_Exercise_
Exclude all images and print the entries below exactly.
*** Begin section ***
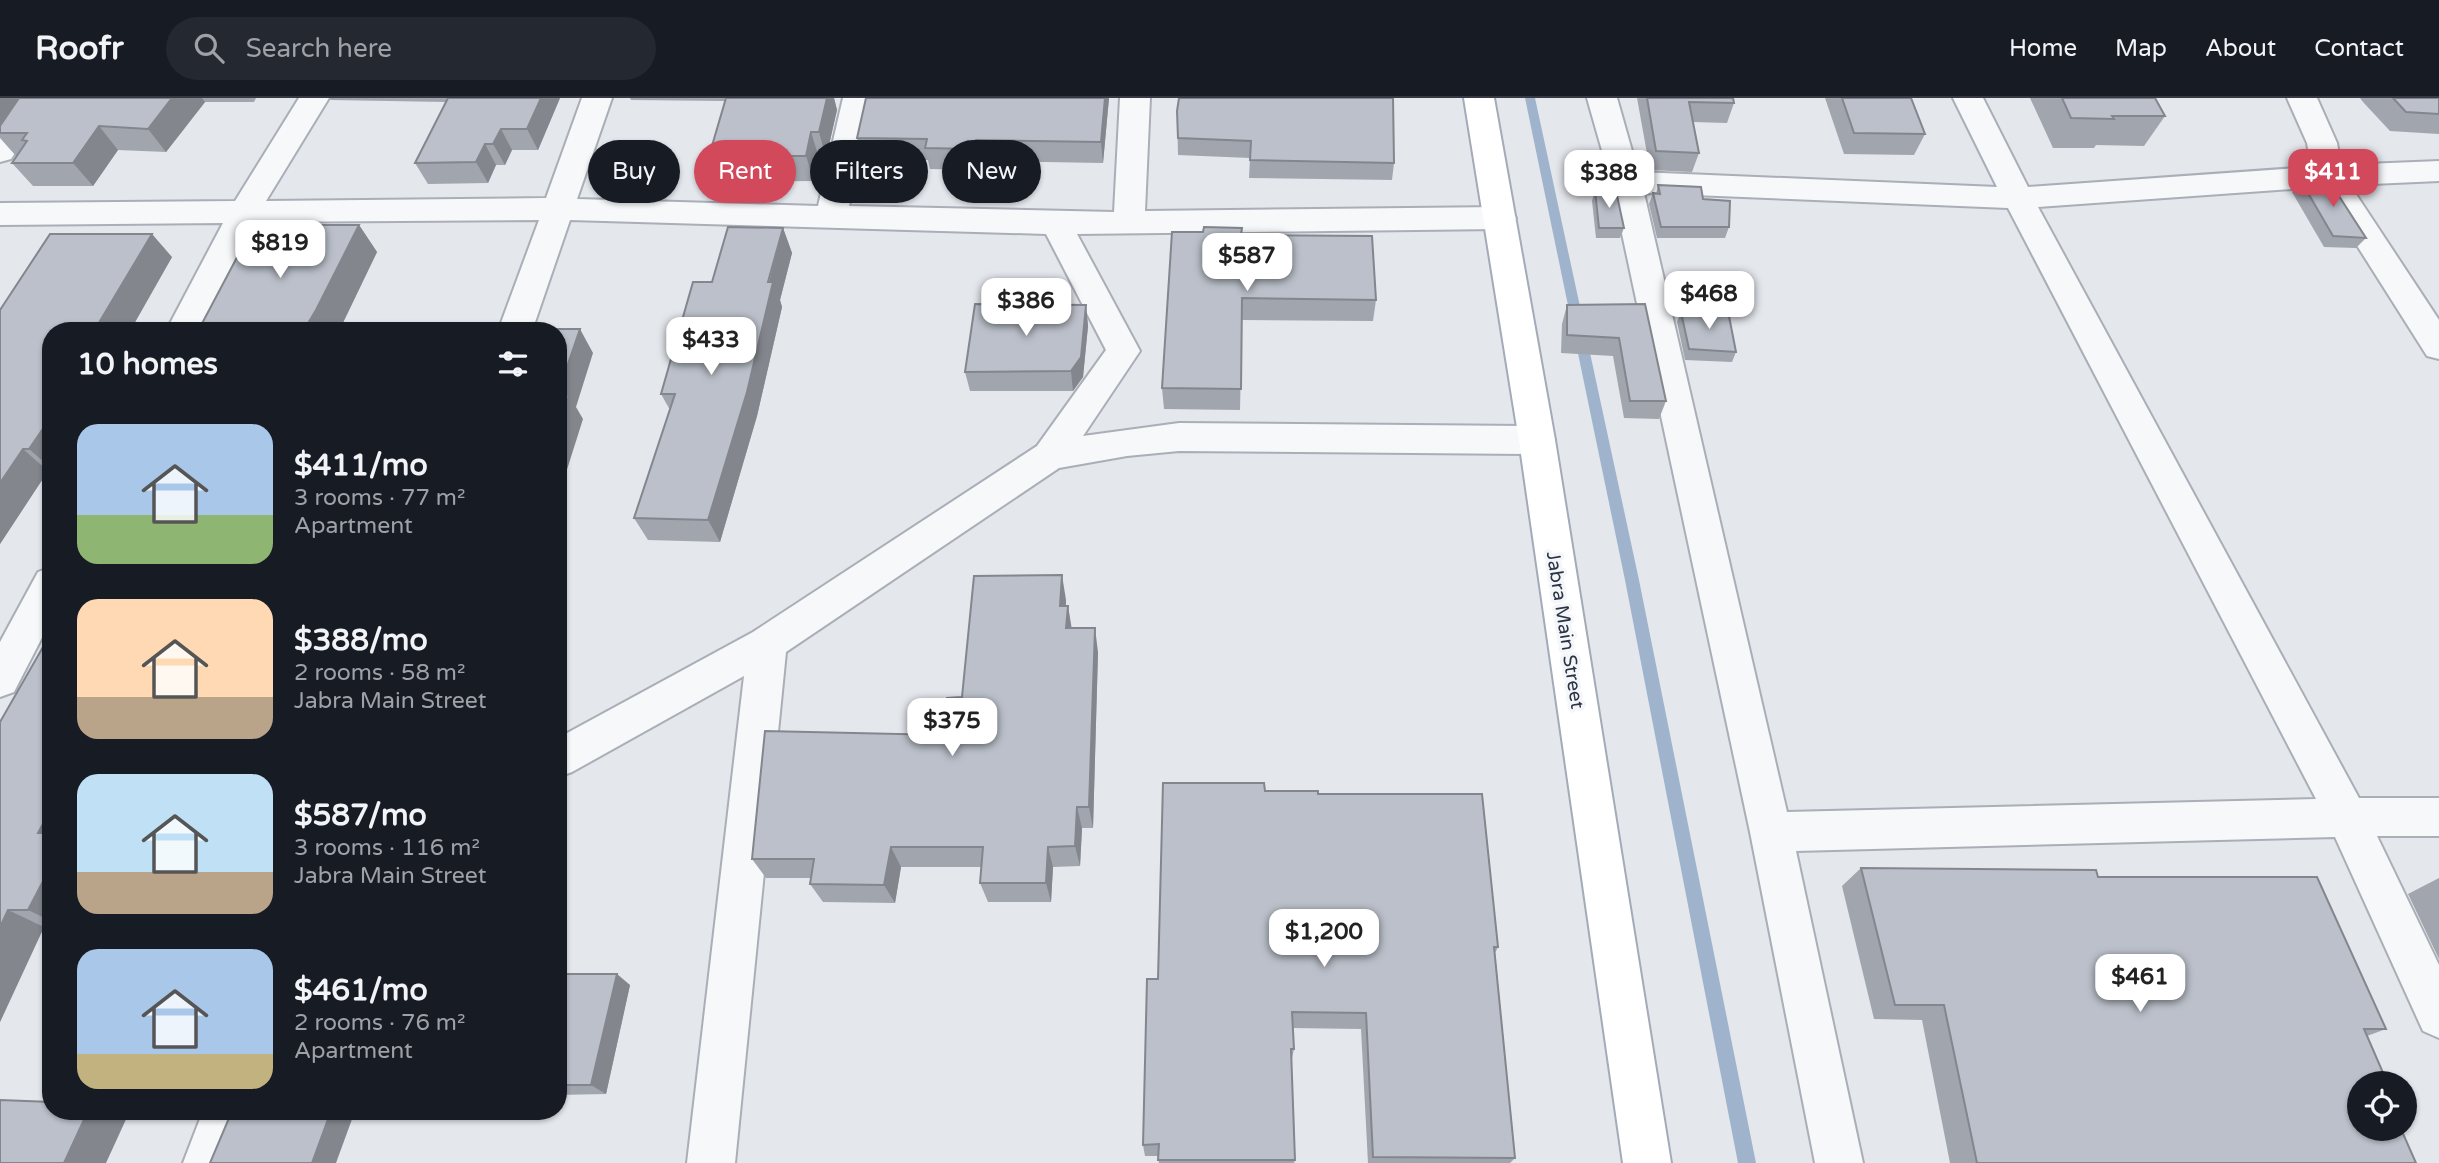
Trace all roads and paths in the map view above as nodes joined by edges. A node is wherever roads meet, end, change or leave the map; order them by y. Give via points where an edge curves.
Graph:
1 (37, 98) edge
2 (314, 98) edge
3 (597, 98) edge
4 (858, 98) edge
5 (1135, 98) edge
6 (1479, 98) edge
7 (1602, 98) edge
8 (1968, 98) edge
9 (2302, 98) edge
10 (0, 152) edge
11 (2439, 171) edge
12 (2328, 176) junction
13 (1626, 182) junction
14 (2018, 198) junction
15 (559, 209) junction
16 (245, 211) junction
17 (0, 214) edge
18 (831, 218) junction
19 (1500, 218) junction
20 (1129, 221) junction
21 (1056, 223) junction
22 (187, 322) edge
23 (518, 322) edge
24 (2439, 346) edge
25 (1537, 440) junction
26 (1050, 456) junction
27 (42, 600) edge
28 (767, 644) junction
29 (0, 680) edge
30 (567, 754) edge
31 (2347, 817) junction
32 (2439, 817) edge
33 (1771, 832) junction
34 (2439, 1015) edge
35 (224, 1120) edge
36 (207, 1163) edge
37 (711, 1163) edge
38 (1647, 1163) edge
39 (1839, 1163) edge

1 - 10 street
2 - 16 street
3 - 15 street
4 - 18 street
5 - 20 street
6 - 19 main road, Jabra Main Street
7 - 13 street
8 - 14 street
9 - 12 street via 2322,143
11 - 12 street
12 - 14 street
12 - 24 street
13 - 14 street
13 - 33 street
14 - 31 street
15 - 16 street
15 - 18 street
15 - 23 street
16 - 17 street
16 - 22 street
18 - 21 street
19 - 20 street
19 - 25 main road, Jabra Main Street
20 - 21 street
21 - 26 street via 1123,351
25 - 26 street via 1179,437
25 - 38 main road, Jabra Main Street
26 - 28 street
27 - 29 street
28 - 30 street
28 - 37 street
31 - 32 street
31 - 33 street
31 - 34 street
33 - 39 street
35 - 36 street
*** End section ***
_Result_
Trace all roads and paths in the map view above as nodes joined by edges. A node is wherever roads meet, end, change or leave the map; order them by y. Give via points where an edge curves.
Graph:
1 (37, 98) edge
2 (314, 98) edge
3 (597, 98) edge
4 (858, 98) edge
5 (1135, 98) edge
6 (1479, 98) edge
7 (1602, 98) edge
8 (1968, 98) edge
9 (2302, 98) edge
10 (0, 152) edge
11 (2439, 171) edge
12 (2328, 176) junction
13 (1626, 182) junction
14 (2018, 198) junction
15 (559, 209) junction
16 (245, 211) junction
17 (0, 214) edge
18 (831, 218) junction
19 (1500, 218) junction
20 (1129, 221) junction
21 (1056, 223) junction
22 (187, 322) edge
23 (518, 322) edge
24 (2439, 346) edge
25 (1537, 440) junction
26 (1050, 456) junction
27 (42, 600) edge
28 (767, 644) junction
29 (0, 680) edge
30 (567, 754) edge
31 (2347, 817) junction
32 (2439, 817) edge
33 (1771, 832) junction
34 (2439, 1015) edge
35 (224, 1120) edge
36 (207, 1163) edge
37 (711, 1163) edge
38 (1647, 1163) edge
39 (1839, 1163) edge

1 - 10 street
2 - 16 street
3 - 15 street
4 - 18 street
5 - 20 street
6 - 19 main road, Jabra Main Street
7 - 13 street
8 - 14 street
9 - 12 street via 2322,143
11 - 12 street
12 - 14 street
12 - 24 street
13 - 14 street
13 - 33 street
14 - 31 street
15 - 16 street
15 - 18 street
15 - 23 street
16 - 17 street
16 - 22 street
18 - 21 street
19 - 20 street
19 - 25 main road, Jabra Main Street
20 - 21 street
21 - 26 street via 1123,351
25 - 26 street via 1179,437
25 - 38 main road, Jabra Main Street
26 - 28 street
27 - 29 street
28 - 30 street
28 - 37 street
31 - 32 street
31 - 33 street
31 - 34 street
33 - 39 street
35 - 36 street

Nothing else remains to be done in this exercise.